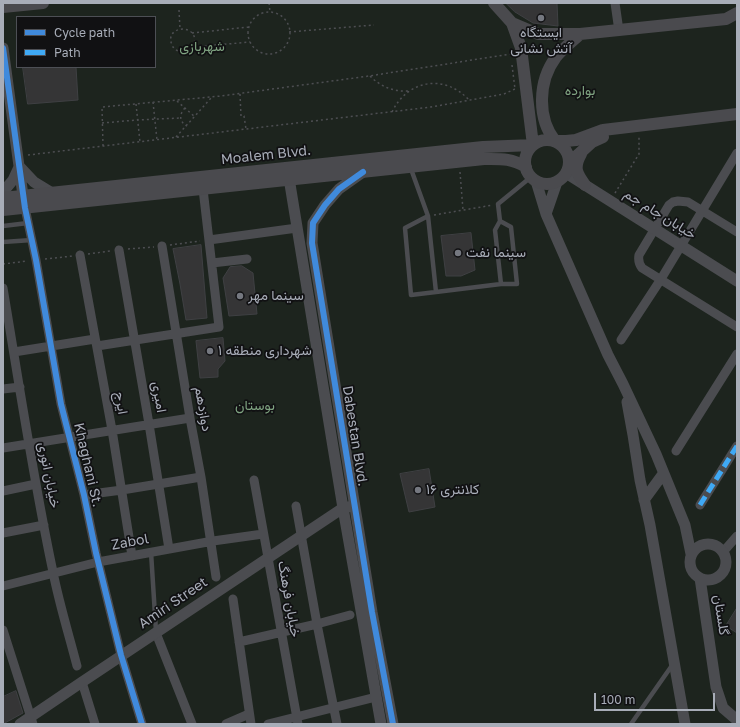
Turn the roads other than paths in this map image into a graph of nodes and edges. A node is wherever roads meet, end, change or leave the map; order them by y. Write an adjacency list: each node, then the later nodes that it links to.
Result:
1 (43, 3): 4 (main road)
2 (494, 3): 6 (main road)
3 (615, 3): 7 (street)
4 (3, 7)
5 (737, 13): 7 (main road)
6 (512, 23): 8 (main road); 13 (main road)
7 (619, 30): 8 (main road)
8 (580, 34): 12 (main road)
9 (3, 48): 16 (street)
10 (737, 114): 12 (main road)
11 (737, 121): 14 (main road)
12 (555, 142): 13 (main road); 19 (main road)
13 (533, 145): 17 (main road, Moalem Blvd.); 21 (main road)
14 (585, 148): 19 (main road); 24 (main road)
15 (737, 153): 31 (street)
16 (19, 161): 26 (street); 27 (street); 29 (street)
17 (287, 167): 22 (street, Dabestan Blvd.); 27 (main road, Moalem Blvd.)
18 (410, 167): 20 (main road, Moalem Blvd.); 21 (main road, Moalem Blvd.); 33 (lane)
19 (568, 168): 23 (main road); 24 (street, خیابان جام جم)
20 (363, 172): 22 (main road, Moalem Blvd.); 85 (street, Dabestan Blvd.)
21 (531, 175): 23 (main road); 32 (street); 34 (lane)
22 (289, 180): 25 (main road, Moalem Blvd.); 37 (street, Dabestan Blvd.)
23 (557, 182): 32 (street)
24 (585, 186): 38 (street, خیابان جام جم)
25 (203, 189): 29 (main road, Moalem Blvd.); 41 (street)
26 (3, 192)
27 (52, 193): 29 (main road, Moalem Blvd.)
28 (3, 198): 29 (main road, Moalem Blvd.)
29 (24, 202): 30 (main road, Moalem Blvd.); 35 (street, Khaghani St.)
30 (3, 210)
31 (702, 211): 38 (street); 39 (street); 44 (street)
32 (546, 214): 63 (street)
33 (428, 216): 53 (lane); 53 (lane)
34 (500, 221): 51 (lane); 51 (lane)
35 (28, 223): 36 (lane); 40 (street, Khaghani St.)
36 (3, 226)
37 (297, 228): 41 (street); 86 (street, Dabestan Blvd.)
38 (654, 229): 44 (street, خیابان جام جم); 49 (street)
39 (737, 232)
40 (32, 240): 42 (lane); 60 (street, Khaghani St.)
41 (209, 240): 48 (street)
42 (3, 242)
43 (162, 246): 56 (street, دوازدهم)
44 (681, 246): 49 (street); 50 (street, خیابان جام جم)
45 (119, 250): 57 (street, امیری)
46 (80, 255): 59 (street, ایرج)
47 (247, 259): 48 (street)
48 (212, 263): 56 (street)
49 (661, 279): 54 (street); 58 (street)
50 (737, 281)
51 (500, 284): 53 (lane)
52 (3, 288): 55 (street, خیابان انوری)
53 (436, 292)
54 (737, 327)
55 (7, 332): 61 (street, خیابان انوری)
56 (176, 334): 57 (street); 66 (street, دوازدهم)
57 (134, 340): 59 (street); 67 (street, امیری)
58 (621, 340)
59 (96, 342): 60 (street); 68 (street, ایرج)
60 (50, 346): 61 (street); 69 (street, Khaghani St.)
61 (14, 352): 64 (street, خیابان انوری)
62 (737, 354): 73 (street)
63 (623, 384): 74 (street); 82 (street)
64 (20, 387): 65 (street); 70 (street, خیابان انوری)
65 (3, 389)
66 (190, 418): 67 (street); 75 (street, دوازدهم)
67 (149, 424): 68 (street); 78 (street, امیری)
68 (112, 430): 69 (street); 79 (street, ایرج)
69 (70, 437): 70 (street); 81 (street, Khaghani St.)
70 (28, 444): 72 (street); 77 (street, خیابان انوری)
71 (737, 446): 83 (street)
72 (3, 448)
73 (676, 451)
74 (663, 474): 82 (street); 96 (street)
75 (201, 477): 78 (street); 92 (street, دوازدهم)
76 (254, 480): 89 (street, خیابان فرهنگ)
77 (36, 484): 80 (street); 87 (street, خیابان انوری)
78 (159, 484): 79 (street); 93 (street, امیری)
79 (122, 490): 81 (street); 97 (street, ایرج)
80 (3, 491)
81 (84, 495): 99 (street, Khaghani St.)
82 (644, 500): 112 (street)
83 (700, 505)
84 (296, 506): 90 (street)
85 (355, 506): 86 (street); 130 (street, Dabestan Blvd.)
86 (343, 508): 90 (street, Amiri Street); 115 (street, Dabestan Blvd.)
87 (44, 525): 88 (street); 100 (street, خیابان انوری)
88 (3, 533)
89 (264, 534): 92 (street, Zabol); 98 (street, خیابان فرهنگ)
90 (302, 535): 98 (street, Amiri Street); 106 (street)
91 (737, 536): 95 (street)
92 (210, 542): 93 (street, Zabol); 101 (street, دوازدهم)
93 (169, 549): 94 (street, Zabol)
94 (151, 552): 97 (street, Zabol); 109 (lane)
95 (723, 552): 96 (street); 102 (street)
96 (691, 554): 102 (street)
97 (132, 556): 99 (street, Zabol)
98 (268, 558): 108 (street, خیابان فرهنگ); 109 (street, Amiri Street)
99 (98, 562): 100 (street, Zabol); 111 (street, Khaghani St.)
100 (53, 573): 103 (street, Zabol); 113 (street, خیابان انوری)
101 (216, 577)
102 (700, 578): 119 (street, گلستان)
103 (3, 586)
104 (233, 599): 110 (street)
105 (350, 615): 106 (street)
106 (317, 624): 108 (street); 116 (street)
107 (3, 630): 120 (street)
108 (281, 632): 110 (street); 118 (street, خیابان فرهنگ)
109 (156, 633): 111 (street, Amiri Street); 124 (street)
110 (238, 642): 117 (street)
111 (121, 656): 114 (street, Amiri Street); 123 (street, Khaghani St.)
112 (674, 663): 131 (lane); 132 (street)
113 (77, 666)
114 (82, 682): 120 (street, Amiri Street); 122 (street)
115 (376, 697): 116 (street); 129 (street, Dabestan Blvd.)
116 (334, 708): 118 (street); 128 (street)
117 (250, 714): 125 (street); 126 (street)
118 (298, 720): 127 (street)
119 (737, 720)
120 (32, 721): 121 (street, Amiri Street)
121 (20, 724)
122 (95, 724)
123 (142, 724)
124 (192, 724)
125 (226, 724)
126 (251, 724)
127 (268, 724)
128 (337, 724)
129 (381, 724)
130 (393, 724)
131 (631, 724)
132 (685, 724)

******

WHAT IS EXPECTED - Repeat the entries exactly as they are given, leaving out each image.

YOUR RESPONSE -
Turn the roads other than paths in this map image into a graph of nodes and edges. A node is wherever roads meet, end, change or leave the map; order them by y. Write an adjacency list: each node, then the later nodes that it links to.
Result:
1 (43, 3): 4 (main road)
2 (494, 3): 6 (main road)
3 (615, 3): 7 (street)
4 (3, 7)
5 (737, 13): 7 (main road)
6 (512, 23): 8 (main road); 13 (main road)
7 (619, 30): 8 (main road)
8 (580, 34): 12 (main road)
9 (3, 48): 16 (street)
10 (737, 114): 12 (main road)
11 (737, 121): 14 (main road)
12 (555, 142): 13 (main road); 19 (main road)
13 (533, 145): 17 (main road, Moalem Blvd.); 21 (main road)
14 (585, 148): 19 (main road); 24 (main road)
15 (737, 153): 31 (street)
16 (19, 161): 26 (street); 27 (street); 29 (street)
17 (287, 167): 22 (street, Dabestan Blvd.); 27 (main road, Moalem Blvd.)
18 (410, 167): 20 (main road, Moalem Blvd.); 21 (main road, Moalem Blvd.); 33 (lane)
19 (568, 168): 23 (main road); 24 (street, خیابان جام جم)
20 (363, 172): 22 (main road, Moalem Blvd.); 85 (street, Dabestan Blvd.)
21 (531, 175): 23 (main road); 32 (street); 34 (lane)
22 (289, 180): 25 (main road, Moalem Blvd.); 37 (street, Dabestan Blvd.)
23 (557, 182): 32 (street)
24 (585, 186): 38 (street, خیابان جام جم)
25 (203, 189): 29 (main road, Moalem Blvd.); 41 (street)
26 (3, 192)
27 (52, 193): 29 (main road, Moalem Blvd.)
28 (3, 198): 29 (main road, Moalem Blvd.)
29 (24, 202): 30 (main road, Moalem Blvd.); 35 (street, Khaghani St.)
30 (3, 210)
31 (702, 211): 38 (street); 39 (street); 44 (street)
32 (546, 214): 63 (street)
33 (428, 216): 53 (lane); 53 (lane)
34 (500, 221): 51 (lane); 51 (lane)
35 (28, 223): 36 (lane); 40 (street, Khaghani St.)
36 (3, 226)
37 (297, 228): 41 (street); 86 (street, Dabestan Blvd.)
38 (654, 229): 44 (street, خیابان جام جم); 49 (street)
39 (737, 232)
40 (32, 240): 42 (lane); 60 (street, Khaghani St.)
41 (209, 240): 48 (street)
42 (3, 242)
43 (162, 246): 56 (street, دوازدهم)
44 (681, 246): 49 (street); 50 (street, خیابان جام جم)
45 (119, 250): 57 (street, امیری)
46 (80, 255): 59 (street, ایرج)
47 (247, 259): 48 (street)
48 (212, 263): 56 (street)
49 (661, 279): 54 (street); 58 (street)
50 (737, 281)
51 (500, 284): 53 (lane)
52 (3, 288): 55 (street, خیابان انوری)
53 (436, 292)
54 (737, 327)
55 (7, 332): 61 (street, خیابان انوری)
56 (176, 334): 57 (street); 66 (street, دوازدهم)
57 (134, 340): 59 (street); 67 (street, امیری)
58 (621, 340)
59 (96, 342): 60 (street); 68 (street, ایرج)
60 (50, 346): 61 (street); 69 (street, Khaghani St.)
61 (14, 352): 64 (street, خیابان انوری)
62 (737, 354): 73 (street)
63 (623, 384): 74 (street); 82 (street)
64 (20, 387): 65 (street); 70 (street, خیابان انوری)
65 (3, 389)
66 (190, 418): 67 (street); 75 (street, دوازدهم)
67 (149, 424): 68 (street); 78 (street, امیری)
68 (112, 430): 69 (street); 79 (street, ایرج)
69 (70, 437): 70 (street); 81 (street, Khaghani St.)
70 (28, 444): 72 (street); 77 (street, خیابان انوری)
71 (737, 446): 83 (street)
72 (3, 448)
73 (676, 451)
74 (663, 474): 82 (street); 96 (street)
75 (201, 477): 78 (street); 92 (street, دوازدهم)
76 (254, 480): 89 (street, خیابان فرهنگ)
77 (36, 484): 80 (street); 87 (street, خیابان انوری)
78 (159, 484): 79 (street); 93 (street, امیری)
79 (122, 490): 81 (street); 97 (street, ایرج)
80 (3, 491)
81 (84, 495): 99 (street, Khaghani St.)
82 (644, 500): 112 (street)
83 (700, 505)
84 (296, 506): 90 (street)
85 (355, 506): 86 (street); 130 (street, Dabestan Blvd.)
86 (343, 508): 90 (street, Amiri Street); 115 (street, Dabestan Blvd.)
87 (44, 525): 88 (street); 100 (street, خیابان انوری)
88 (3, 533)
89 (264, 534): 92 (street, Zabol); 98 (street, خیابان فرهنگ)
90 (302, 535): 98 (street, Amiri Street); 106 (street)
91 (737, 536): 95 (street)
92 (210, 542): 93 (street, Zabol); 101 (street, دوازدهم)
93 (169, 549): 94 (street, Zabol)
94 (151, 552): 97 (street, Zabol); 109 (lane)
95 (723, 552): 96 (street); 102 (street)
96 (691, 554): 102 (street)
97 (132, 556): 99 (street, Zabol)
98 (268, 558): 108 (street, خیابان فرهنگ); 109 (street, Amiri Street)
99 (98, 562): 100 (street, Zabol); 111 (street, Khaghani St.)
100 (53, 573): 103 (street, Zabol); 113 (street, خیابان انوری)
101 (216, 577)
102 (700, 578): 119 (street, گلستان)
103 (3, 586)
104 (233, 599): 110 (street)
105 (350, 615): 106 (street)
106 (317, 624): 108 (street); 116 (street)
107 (3, 630): 120 (street)
108 (281, 632): 110 (street); 118 (street, خیابان فرهنگ)
109 (156, 633): 111 (street, Amiri Street); 124 (street)
110 (238, 642): 117 (street)
111 (121, 656): 114 (street, Amiri Street); 123 (street, Khaghani St.)
112 (674, 663): 131 (lane); 132 (street)
113 (77, 666)
114 (82, 682): 120 (street, Amiri Street); 122 (street)
115 (376, 697): 116 (street); 129 (street, Dabestan Blvd.)
116 (334, 708): 118 (street); 128 (street)
117 (250, 714): 125 (street); 126 (street)
118 (298, 720): 127 (street)
119 (737, 720)
120 (32, 721): 121 (street, Amiri Street)
121 (20, 724)
122 (95, 724)
123 (142, 724)
124 (192, 724)
125 (226, 724)
126 (251, 724)
127 (268, 724)
128 (337, 724)
129 (381, 724)
130 (393, 724)
131 (631, 724)
132 (685, 724)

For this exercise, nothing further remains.